Ancaman menurun ketika kerentanan populasi terhadap penyakit turun di bawah ambang batas tertentu atau ketika vaksinasi luas telah tersedia.

Secara umum, rasio individu yang rentan dan kebal dalam suatu populasi pada akhir satu gelombang menentukan besarnya potensi gelombang berikutnya. Kekhawatiran saat ini adalah bahwa dengan vaksin yang munculnya masih beberapa bulan lagi, dan tingkat infeksi sebenarnya hanya dapat ditebak.

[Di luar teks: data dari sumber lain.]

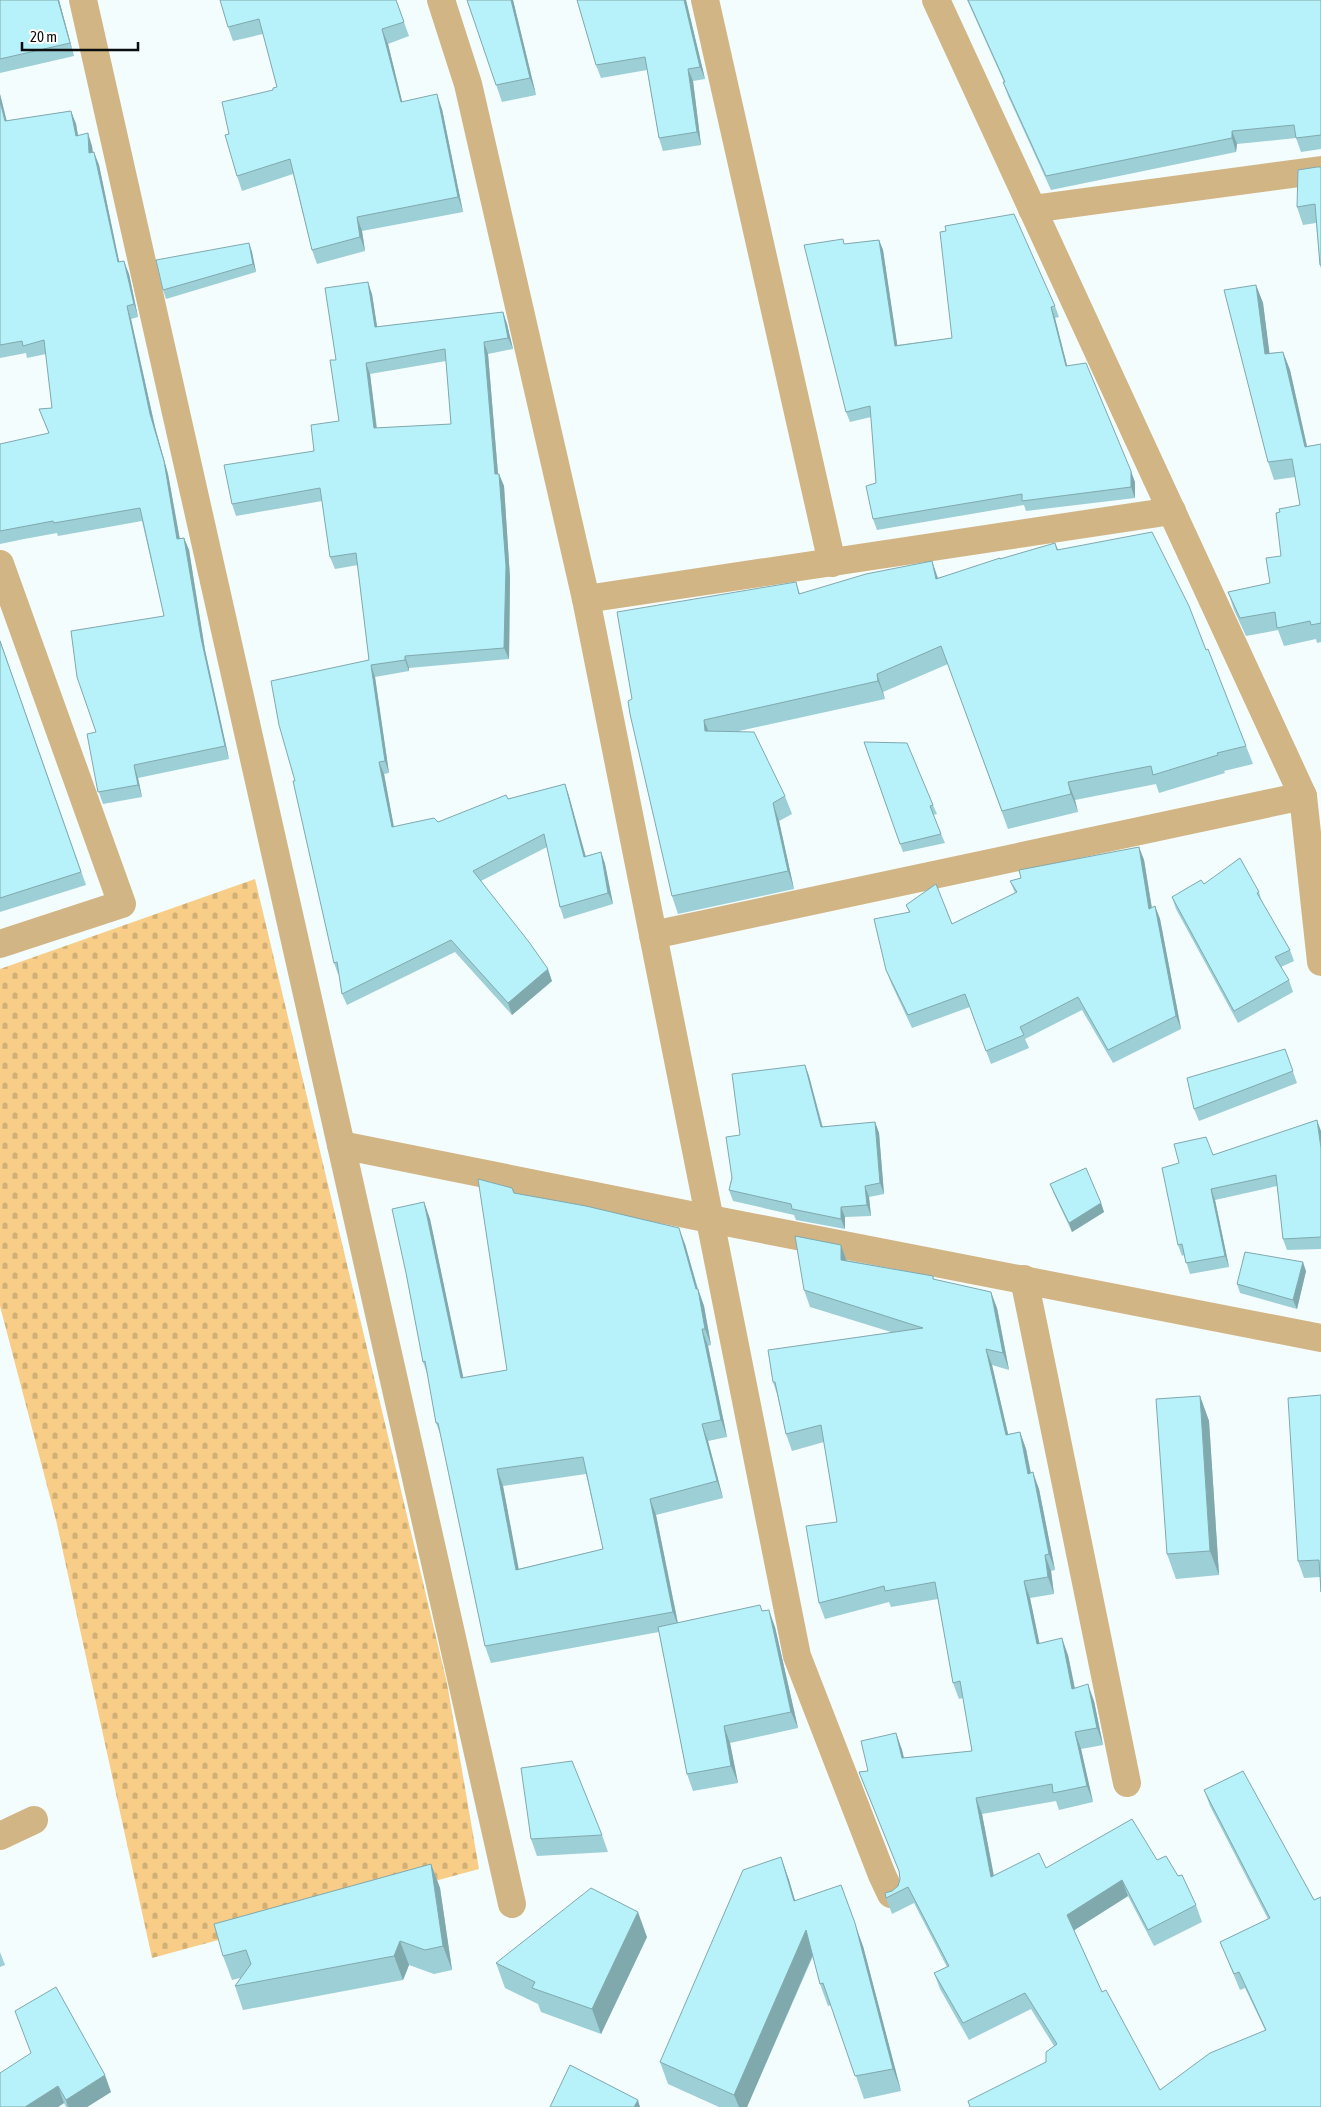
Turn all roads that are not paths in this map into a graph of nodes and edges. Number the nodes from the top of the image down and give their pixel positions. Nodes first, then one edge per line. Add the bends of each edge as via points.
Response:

Populasi di seluruh dunia tetap sangat rentan terhadap kebangkitan dan gelombang berikutnya.

Justin Lessler, seorang profesor epidemiologi di Universitas Johns Hopkins, menulis dengan tegas untuk Washington Post pada bulan Maret: “Epidemi seperti api. Ketika bahan bakar berlimpah, mereka mengamuk tak terkendali, dan ketika langka, mereka membara perlahan."

Ahli epidemiologi menyebut intensitas ini sebagai 'kekuatan infeksi', dan bahan bakar yang menggerakkannya adalah kerentanan populasi terhadap patogen. Karena gelombang epidemi yang berulang mengurangi kerentanan (baik melalui kekebalan lengkap atau sebagian), mereka juga mengurangi kekuatan infeksi, menurunkan risiko penyakit bahkan di antara mereka yang tidak memiliki kekebalan.”

Masalahnya adalah kita tidak tahu berapa banyak bahan bakar yang masih tersedia untuk virus ini.